Relationships and Flow:

  1. Producers publish messages to Topics: Producers send messages to specific topics.
  2. Topics are divided into Partitions: Each topic is divided into one or more partitions.
  3. Partitions are stored on Kafka Brokers: Each partition resides on one or more Kafka brokers.
  4. Messages within a Partition are ordered: Messages within a single partition are strictly ordered by their offset (position in the log).
  5. Consumers read messages from Topics: Consumers subscribe to topics and read messages from their assigned partitions.
  6. Consumer Groups enable parallel consumption: Consumers are organized into consumer groups to enable parallel consumption of messages from a topic.
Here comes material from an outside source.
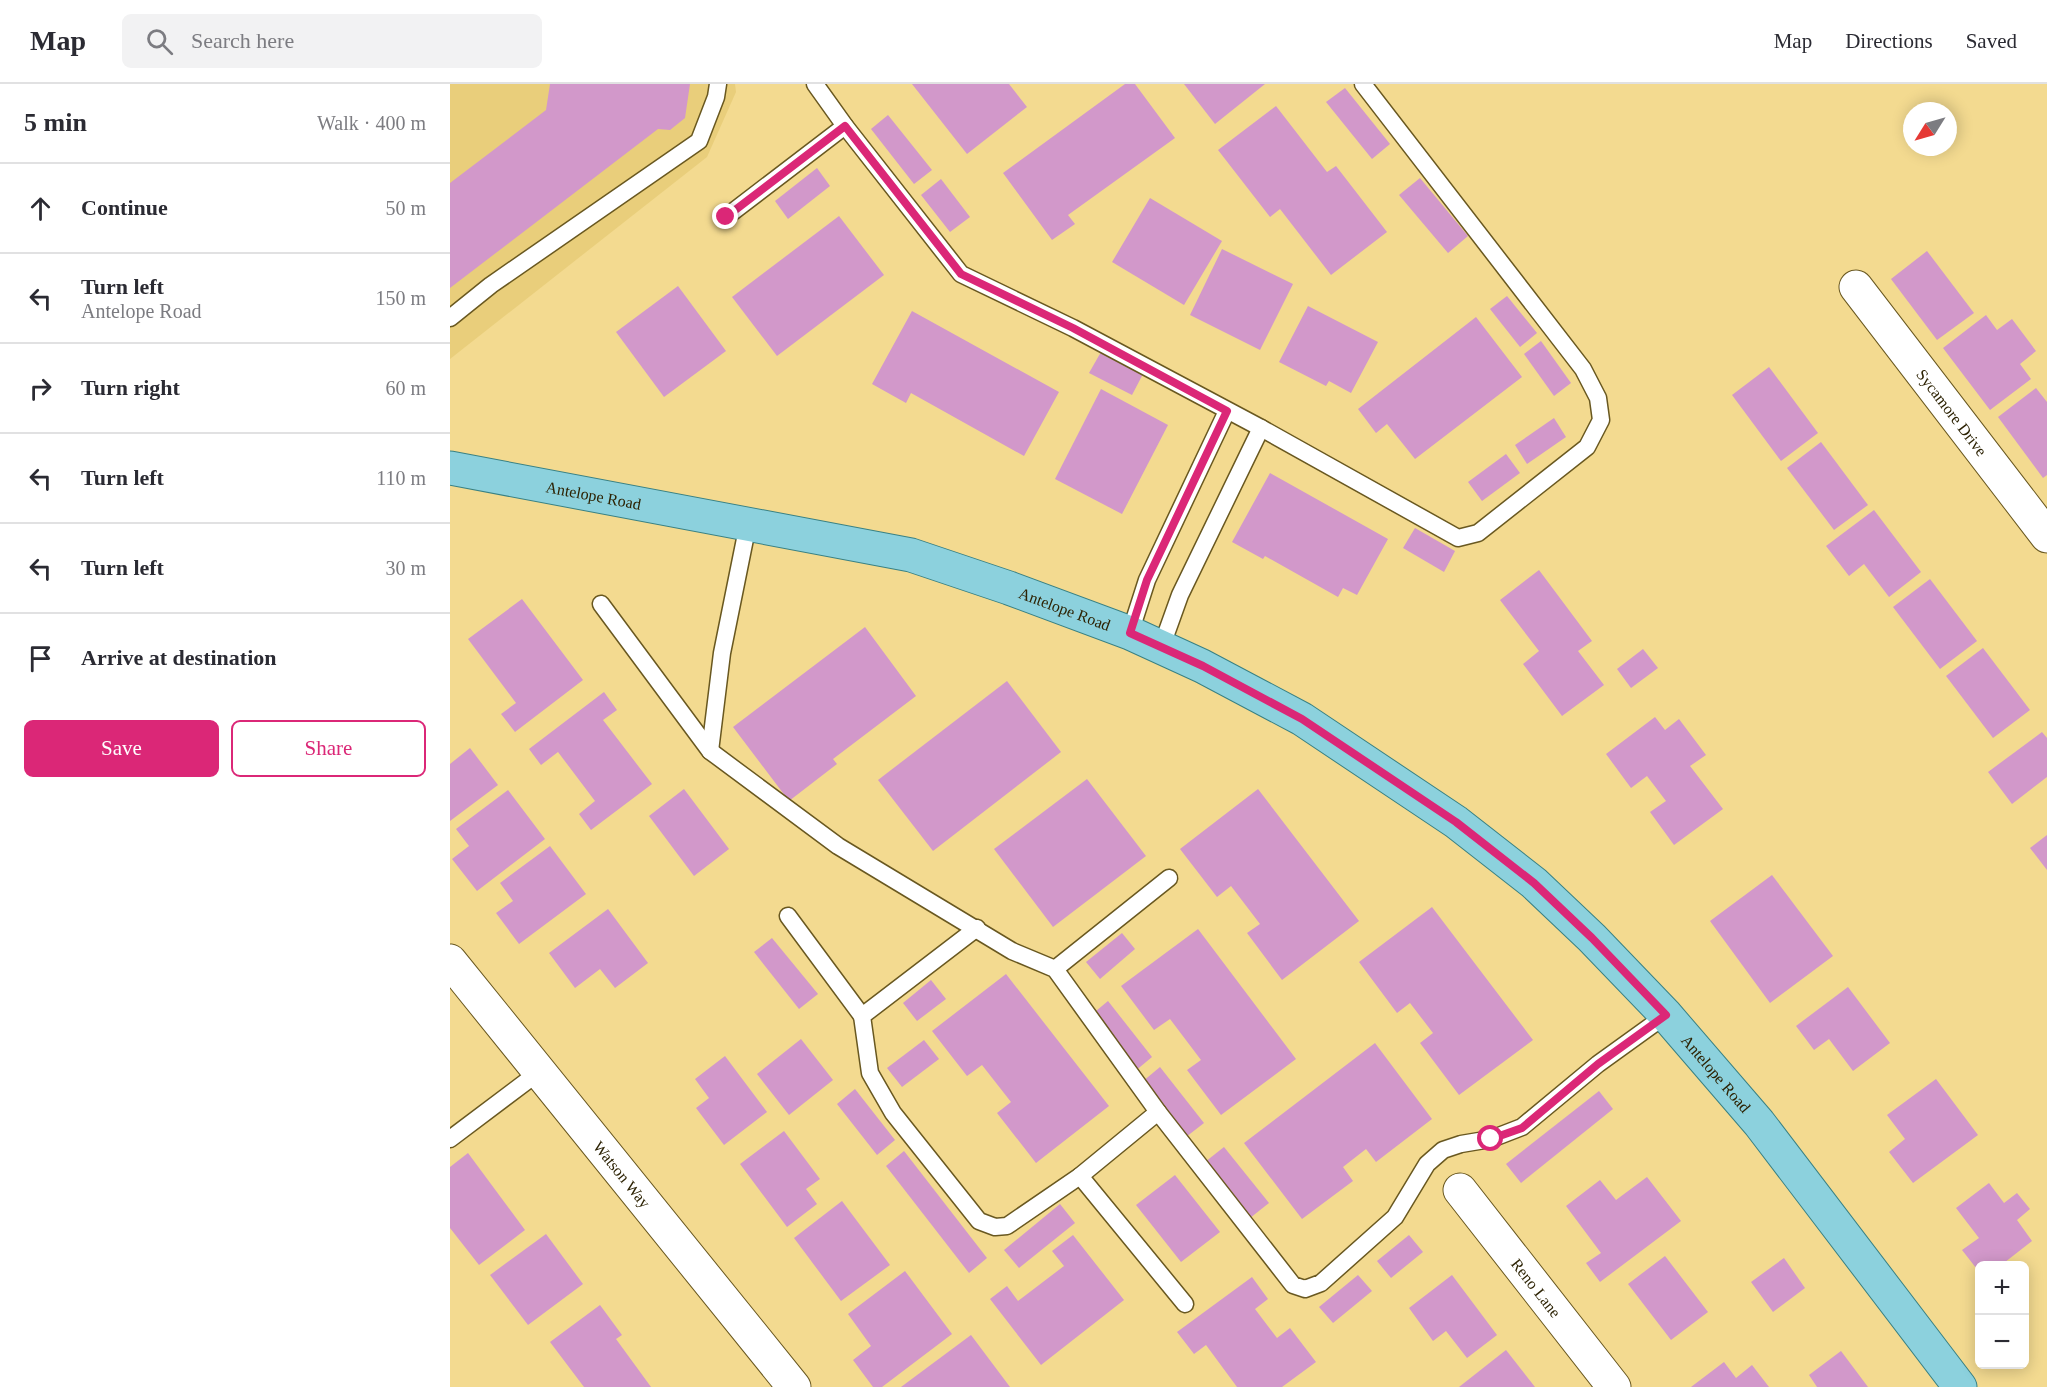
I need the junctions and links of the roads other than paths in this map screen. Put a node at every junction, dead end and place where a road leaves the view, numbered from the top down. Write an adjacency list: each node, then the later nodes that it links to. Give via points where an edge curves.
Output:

Each partition is consumed by only one consumer within a group.
  7. Replication provides fault tolerance: Partitions are replicated across multiple brokers to ensure data durability and high availability. If the lead replica fails, a follower replica takes over.
  8. Zookeeper manages the Kafka Cluster: Zookeeper manages the configuration, coordination, and metadata of the Kafka cluster, including broker discovery, leader election, and partition assignment.
  9. Kafka Connect integrates with external systems: Kafka Connect allows you to easily import data from external systems (like databases, message queues, and cloud storage) into Kafka and export data from Kafka to external systems.

Key Points:

  • Ordering Guarantee (within a Partition): Kafka guarantees message ordering within a single partition. If you need strict ordering across all messages in a topic, you should use only one partition.
  • Partitioning for Parallelism: Partitions enable parallelism for both producers and consumers, allowing for high throughput.
  • Consumer Groups for Scalability: Consumer groups allow you to scale consumption by adding more consumers to the group.
  • Replication for Fault Tolerance: Replication ensures data durability and high availability.
  • Non-Destructive Reads: Consumers read messages without deleting them from the topic. This allows multiple consumers to process the same messages.
  • Offset Tracking: Consumers track their progress within each partition using offsets. This allows them to resume consumption from where they left off in case of failures.
  • Key-based Partitioning: Using message keys ensures that messages with the same key are always sent to the same partition, which is important for maintaining order for related messages.
  • Rebalance Protocol: If consumers join or leave a consumer group, Kafka's rebalance protocol reassigns partitions to the remaining consumers.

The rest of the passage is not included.